Originally Posted by Corrections
Jokes aside, I don't consider Cocoa a proprietary API. Cocoa is just NeXTSTEP, which was made open through OpenStep, and used as a standard by several vendors at the time (at least available for Windows NT and Solaris). In fact, even today you can use the Cocoa API without a Mac, because there's GNUstep.
Now you can argue that Metal is so incredibly revolutionary it will change our minds and our way of living, so Apple will sublicense it to Google and Microsoft, and everybody will be using Metal in the next decade. But that belongs to the future, and all proprietary stuff created by Apple fits in one of two groups:
Group A: Proprietary stuff which was announced like awesome, a revolution, something you really need to learn if you want to earn a living as a developer, but that… at the end, it was abandoned and forgotten (think of QuickDraw3D, AltiVec, Carbon, and quite a few more).
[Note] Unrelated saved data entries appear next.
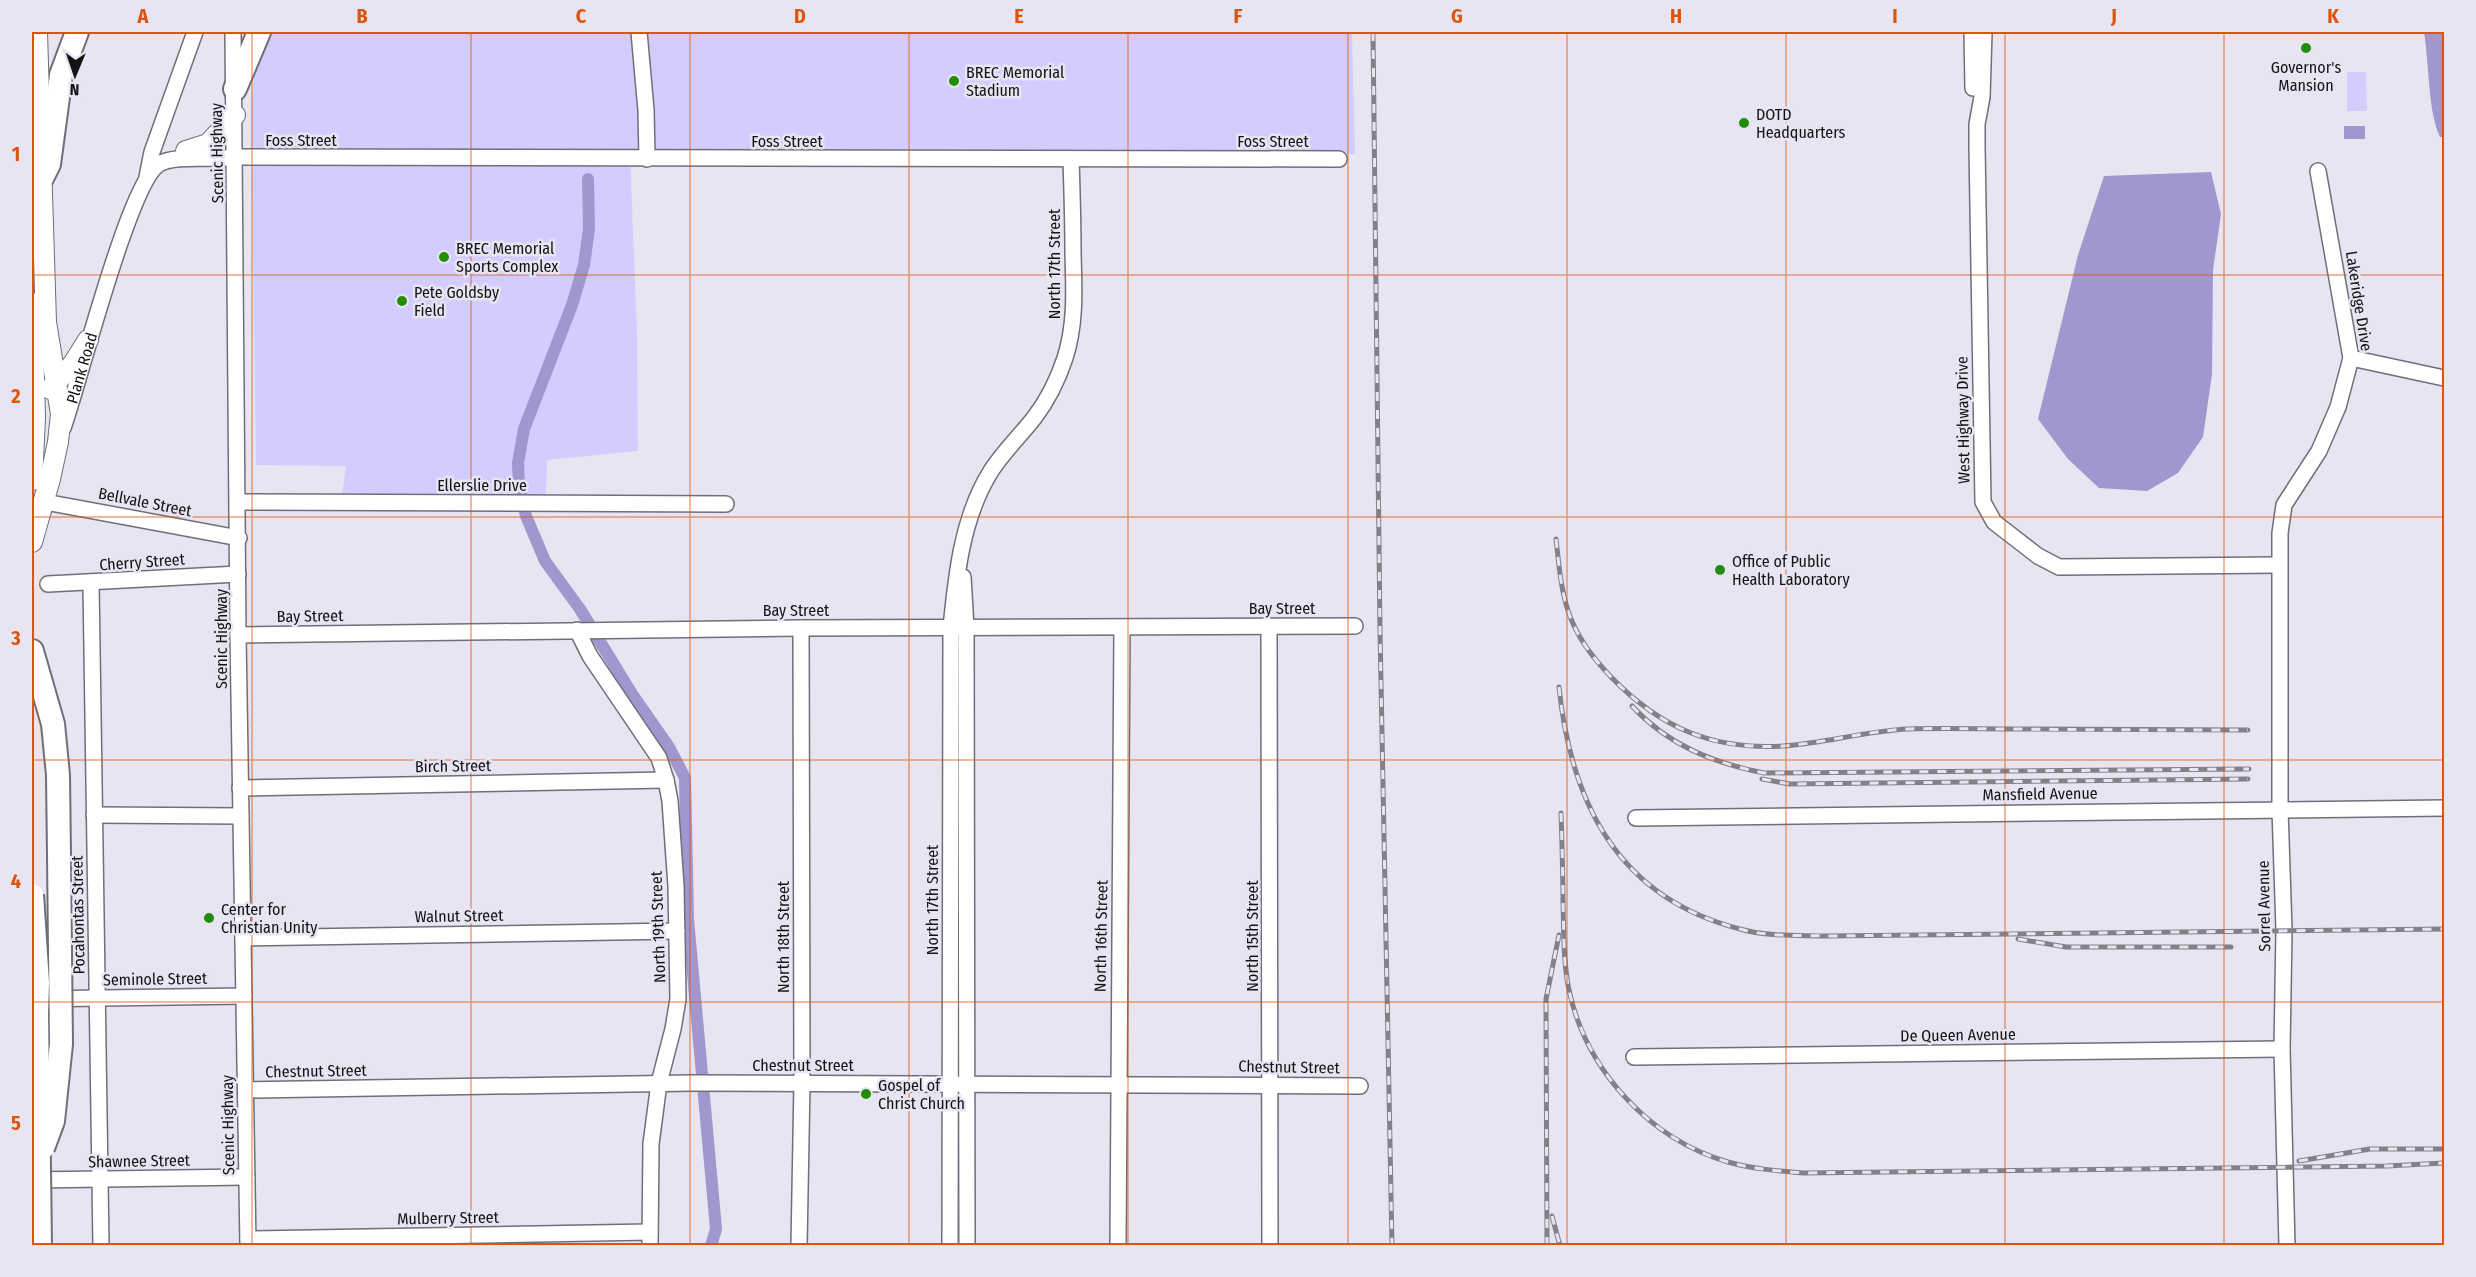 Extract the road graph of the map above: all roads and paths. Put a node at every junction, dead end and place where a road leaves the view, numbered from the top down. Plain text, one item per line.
1 (38, 32) edge
2 (77, 32) edge
3 (195, 32) edge
4 (233, 32) edge
5 (259, 32) edge
6 (639, 32) edge
7 (1972, 32) edge
8 (1984, 32) edge
9 (235, 89) junction
10 (235, 115) junction
11 (1977, 124) junction
12 (186, 151) junction
13 (236, 157) junction
14 (151, 159) junction
15 (647, 159) junction
16 (1071, 159) junction
17 (1339, 159) dead end
18 (2318, 171) dead end
19 (42, 178) junction
20 (142, 188) junction
21 (32, 277) edge
22 (48, 338) junction
23 (86, 344) junction
24 (2351, 358) junction
25 (2445, 378) edge
26 (56, 381) junction
27 (35, 418) junction
28 (58, 442) junction
29 (32, 480) edge
30 (45, 502) junction
31 (238, 502) junction
32 (726, 504) dead end
33 (238, 538) junction
34 (32, 542) edge
35 (2278, 565) junction
36 (238, 574) junction
37 (91, 583) junction
38 (48, 584) dead end
39 (1269, 626) junction
40 (1355, 626) dead end
41 (801, 628) junction
42 (958, 628) junction
43 (1122, 628) junction
44 (581, 630) junction
45 (238, 635) junction
46 (32, 651) edge
47 (666, 780) junction
48 (240, 788) junction
49 (951, 795) junction
50 (967, 795) junction
51 (2445, 808) edge
52 (2280, 809) junction
53 (94, 815) junction
54 (241, 816) junction
55 (1636, 818) dead end
56 (32, 895) edge
57 (677, 931) junction
58 (243, 938) junction
59 (244, 996) junction
60 (98, 998) junction
61 (32, 999) edge
62 (2282, 1049) junction
63 (1634, 1057) dead end
64 (659, 1083) junction
65 (802, 1083) junction
66 (950, 1084) junction
67 (967, 1084) junction
68 (1118, 1084) junction
69 (1270, 1085) junction
70 (1360, 1086) dead end
71 (246, 1090) junction
72 (34, 1172) edge
73 (247, 1178) junction
74 (100, 1179) junction
75 (650, 1239) edge
76 (248, 1242) edge
77 (950, 1243) edge
78 (967, 1243) edge
79 (40, 1245) edge
80 (101, 1245) edge
81 (800, 1245) edge
82 (1118, 1245) edge
83 (1270, 1245) edge
84 (2287, 1245) edge

1 - 19 main road
2 - 19 highway
3 - 14 street, Plank Road
4 - 9 street, Scenic Highway
5 - 9 highway
6 - 15 street
7 - 11 street, West Highway Drive
8 - 11 street, West Highway Drive
9 - 10 street, Scenic Highway
10 - 12 main road
10 - 13 street, Scenic Highway
11 - 35 street, West Highway Drive
12 - 13 street
12 - 14 street
13 - 15 street, Foss Street
13 - 20 street, Plank Road
13 - 31 street, Scenic Highway
14 - 20 street, Plank Road
15 - 16 street, Foss Street
16 - 17 street, Foss Street
16 - 42 street, North 17th Street
18 - 24 street, Lakeridge Drive
19 - 22 main road
20 - 23 street, Plank Road
21 - 27 main road
22 - 23 main road
22 - 26 main road
23 - 26 main road
23 - 28 street, Plank Road
24 - 25 street
24 - 35 street, Lakeridge Drive
26 - 27 main road
26 - 28 main road
27 - 29 main road
28 - 30 main road, Plank Road
30 - 33 street, Bellvale Street
30 - 34 main road, Plank Road
31 - 32 street, Ellerslie Drive
31 - 33 street, Scenic Highway
33 - 36 street, Scenic Highway
35 - 52 street, Sorrel Avenue
36 - 37 street, Cherry Street
36 - 45 street, Scenic Highway
37 - 38 street, Cherry Street
37 - 53 street, Pocahontas Street
39 - 40 street, Bay Street
39 - 43 street, Bay Street
39 - 69 street, North 15th Street
41 - 42 street, Bay Street
41 - 44 street, Bay Street
41 - 65 street, North 18th Street
42 - 43 street, Bay Street
42 - 49 street, North 17th Street
42 - 50 street, North 17th Street
43 - 68 street, North 16th Street
44 - 45 street, Bay Street
44 - 47 street, North 19th Street
45 - 48 street, Scenic Highway
46 - 72 highway, bridge
47 - 48 street, Birch Street
47 - 57 street, North 19th Street
48 - 54 street, Scenic Highway
49 - 50 street
49 - 66 street, North 17th Street
50 - 67 street, North 17th Street
51 - 52 street, Mansfield Avenue
52 - 55 street, Mansfield Avenue
52 - 62 street, Sorrel Avenue
53 - 54 street
53 - 60 street, Pocahontas Street
54 - 58 street, Scenic Highway
56 - 72 highway, bridge
57 - 58 street, Walnut Street
57 - 64 street, North 19th Street
58 - 59 street, Scenic Highway
59 - 60 street, Seminole Street
59 - 71 street, Scenic Highway
60 - 61 street, Seminole Street
60 - 74 street, Pocahontas Street
62 - 63 street, De Queen Avenue
62 - 84 street, Sorrel Avenue
64 - 65 street, Chestnut Street
64 - 71 street, Chestnut Street
64 - 75 street, North 19th Street
65 - 66 street, Chestnut Street
65 - 81 street, North 18th Street
66 - 67 street, Chestnut Street
66 - 77 street, North 17th Street
67 - 68 street, Chestnut Street
67 - 78 street, North 17th Street
68 - 69 street, Chestnut Street
68 - 82 street, North 16th Street
69 - 70 street, Chestnut Street
69 - 83 street, North 15th Street
71 - 73 street, Scenic Highway
72 - 74 street, Shawnee Street
72 - 79 highway, bridge
73 - 74 street, Shawnee Street
73 - 76 street, Scenic Highway
74 - 80 street, Pocahontas Street
75 - 76 street, Mulberry Street
77 - 78 street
Group B: Stuff which most of the times didn't have such a huge hype, but that at the end was a industry success and become an standard (think of the NeXTSTEP API which turned into Cocoa, the Objective C language, OpenCL -not created by Apple but almost- , and quite a few more).
IMHO, Metal and Swift belong to Group A, but time will tell. In the mean time, I continue using technologies from Group B (with perhaps backends to Metal and Swift if Apple really wants to force us to use them).